Tant dans les entreprises que chez les prestataires,
l’intelligence économique à la française repose
sur des réseaux d’influence provenant des parcours personnels
de ces acteurs. Ils sont liés par leurs formations (Institut des
hautes études de défense nationale, Polytechnique, DESS
d’IE…) ou par leurs parcours professionnels (préfets
ou militaires). Les services de renseignement, qu’il s’agisse
de la Direction du renseignement militaire, de la DGSE ou de la DST, ont
irrigué des entreprises comme Geos ou BD consultants, spécialisées
dans le risque géopolitique.
L’étude a identifié également
les responsables IE au sein de l’État, des associations ou
des autorités consulaires. Là encore, ce sont les personnalités
qui portent l’intelligence économique, et non les structures
elles-mêmes. Dans le secteur public, des préfets, comme Rémy
Pautrat, ancien patron de la DST, aujourd’hui vice-président
de l’Adit, ont été à l’origine du concept
d’intelligence territoriale, véritable doctrine d’une
stratégie régionale de l’IE. L’objectif : mutualiser
pour des PME des efforts menés localement dans un secteur d’activité
bien précis ou un savoir-faire déterminé. Notons
que des fédérations ou des syndicats professionnels peuvent
engager des initiatives de même nature pour se préparer à
l’évolution d’une fiscalité, d’un cadre juridique,
de tout élément influant sur la production, la qualité
ou le prix des biens et services vendus.
Les structures publiques étaient jusqu’à
présent essentiellement défensives. La politique d’État
a pris une nouvelle dimension avec la publication du rapport du député
UMP Bernard Carayon dans le cadre d’une dynamique décidée
au plus haut niveau de l’État. L’un des défis
d’Alain Juillet, nommé Haut responsable chargé de l’intelligence
économique par Jacques Chirac, est de créer une coopération
interministérielle et locale qui subsiste aux alternances politiques
et que, réellement, l’administration, comme les entreprises,
s’emparent durablement de l’intelligence économique.
Dix conseils pratiques
Concrètes, voici dix bonnes pratiques
extraites des témoignages des personnalités
interviewés dans le film « Top 100 de l’Intelligence
économique ».
1. Ne veillez pas par plaisir : Pas
de veille pour rien : toute action de veille doit correspondre
à un besoin clairement exprimé par une personne
bien identifiée qui doit prendre une décision
dans le cadre d’une stratégie.
2. Construisez des réseaux d’informateurs
: Identifiez, au sein de votre entreprise, les personnes
clés capables de mettre en place des réseaux
ouverts sur l’extérieur.
3. Motivez l’échange d’informations
: L’information ne remonte jamais spontanément,
celui qui la donne doit en percevoir l’utilisation finale
ou obtenir une contrepartie.
4. Mettez en forme l’information
: L’information doit être formatée et
traitée pour répondre aux besoins et aux pratiques
des destinataires.
5. Analysez pour décider :
L’homme doit toujours rester au centre du processus de
veille. Les outils informatiques permettent d’amasser
et de trier une grande masse d’informations, mais ils
ont leurs limites. La valeur ajoutée de la veille provient
de l’analyse qui en découle pour permettre de
prendre la meilleure décision.
6. Protégez votre information :
Identifiez les vulnérabilités : quelles informations
protéger, quels moyens de transmission utiliser ? Sur
quelle durée ?
7. Ne comptez pas ! évaluez vos
risques : Combien coûte, combien rapporte l’intelligence
économique ? Comment évaluer la nature spécifique
de cet investissement et sa rationalité économique
?
8. Prévenez le risque juridique
: De plus en plus de batailles se livrent sur un terrain
juridique ou réglementaire. Toute action offensive
doit naturellement rester dans un cadre légal.

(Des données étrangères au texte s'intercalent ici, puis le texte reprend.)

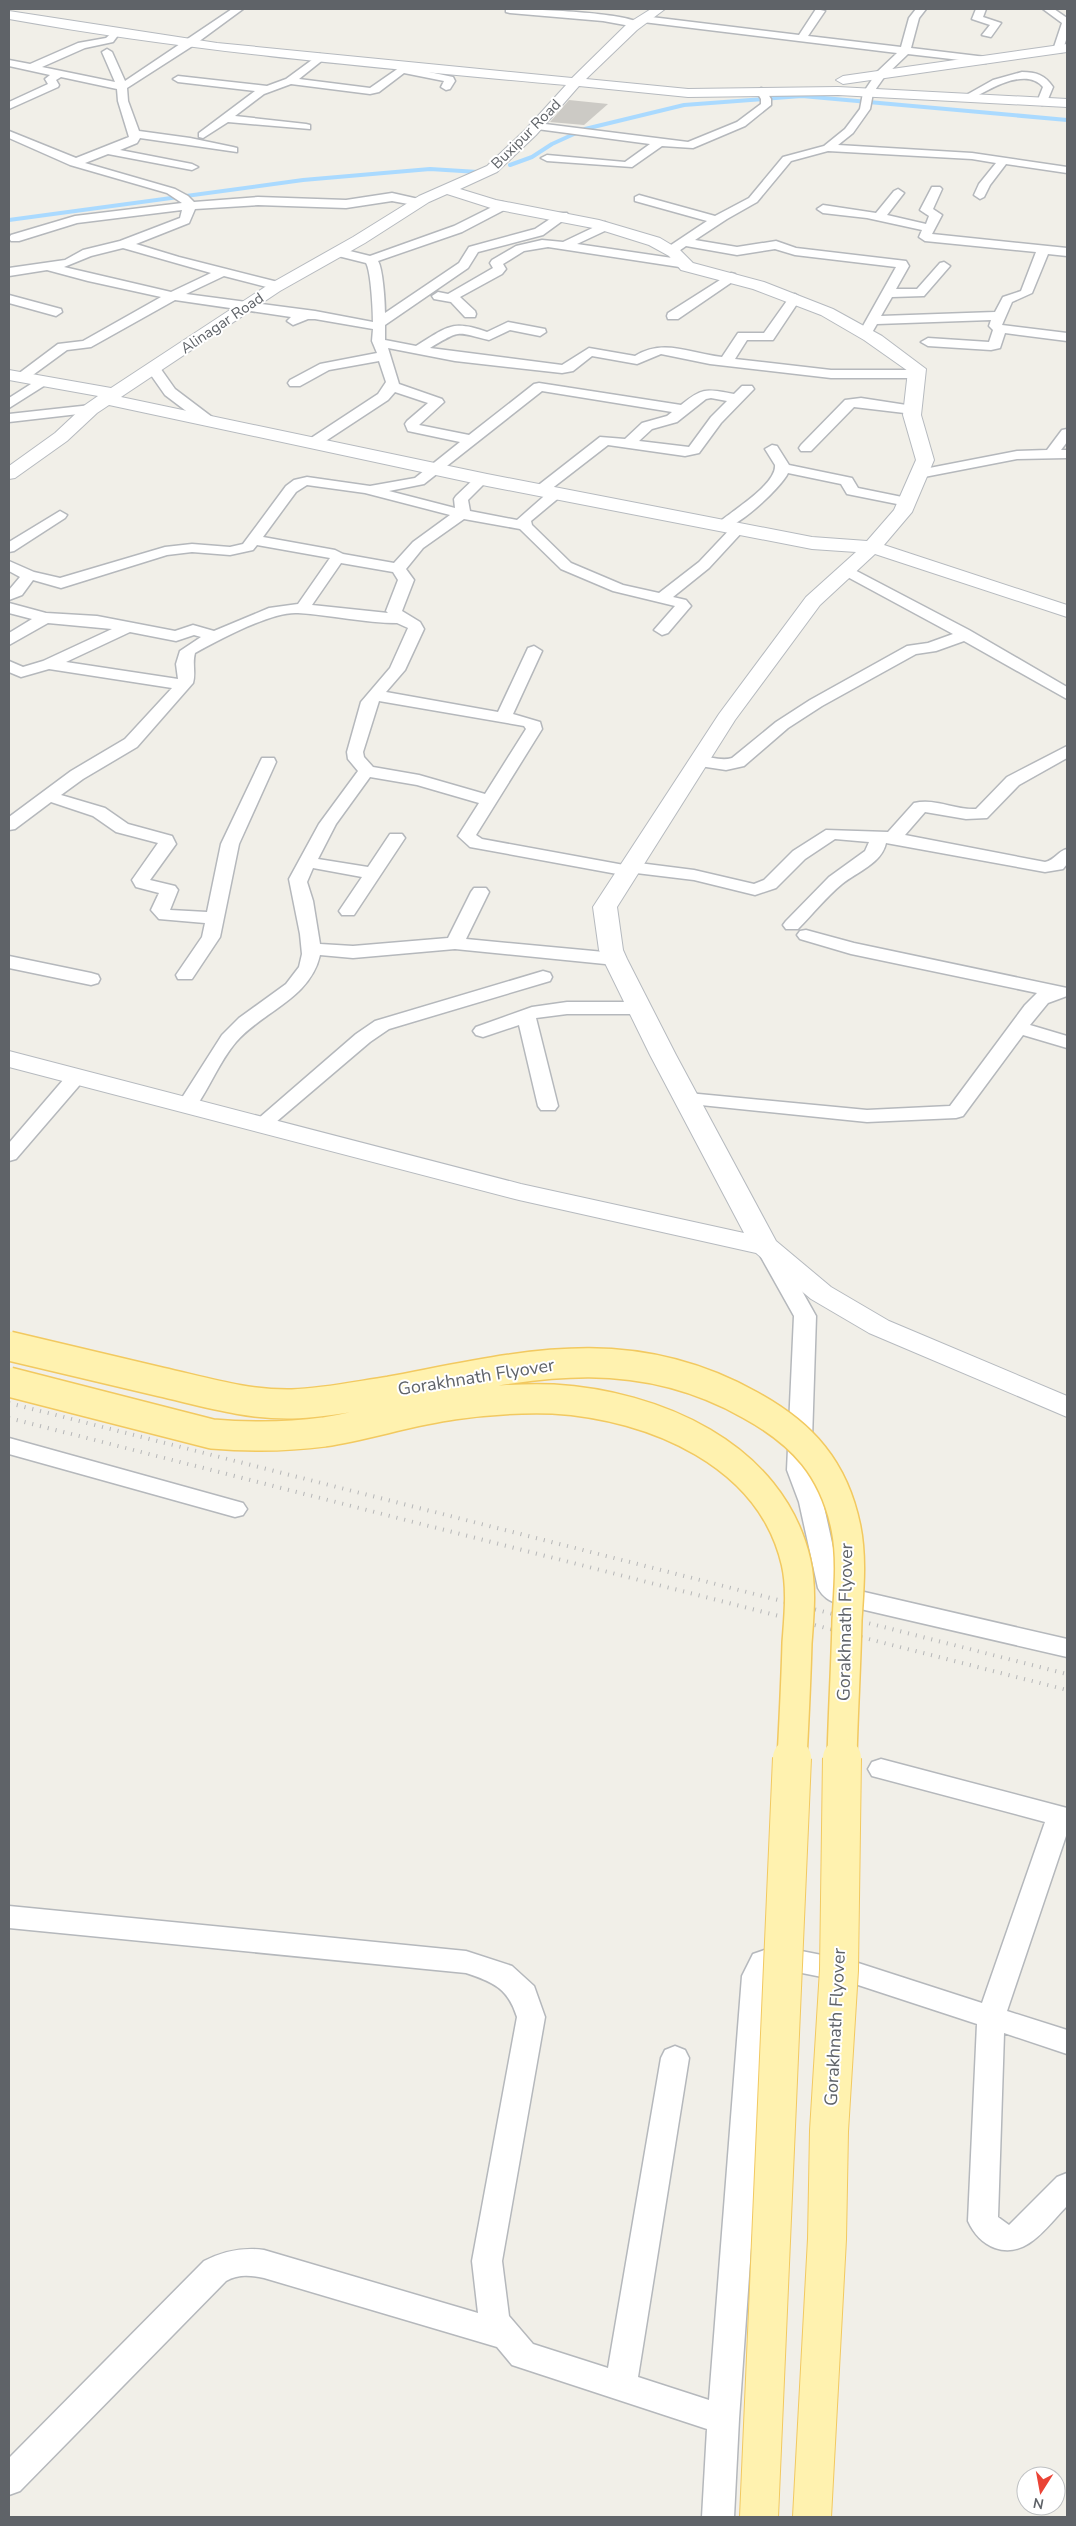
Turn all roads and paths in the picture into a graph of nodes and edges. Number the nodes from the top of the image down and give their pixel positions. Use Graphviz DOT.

9. Gérez influence et contre-influence
: La communication est l’un des terrains d’action
de l’intelligence économique. Comment lancer,
anticiper ou déjouer une campagne d’influence,
telle est la question.
10. Identifiez vos risques géopolitiques
: Terrorisme, régimes politiques instables : afin
de protéger leur personnel et leurs investissements
à l’étranger, les entreprises doivent connaître
très exactement la situation de chaque pays et de chaque
zone.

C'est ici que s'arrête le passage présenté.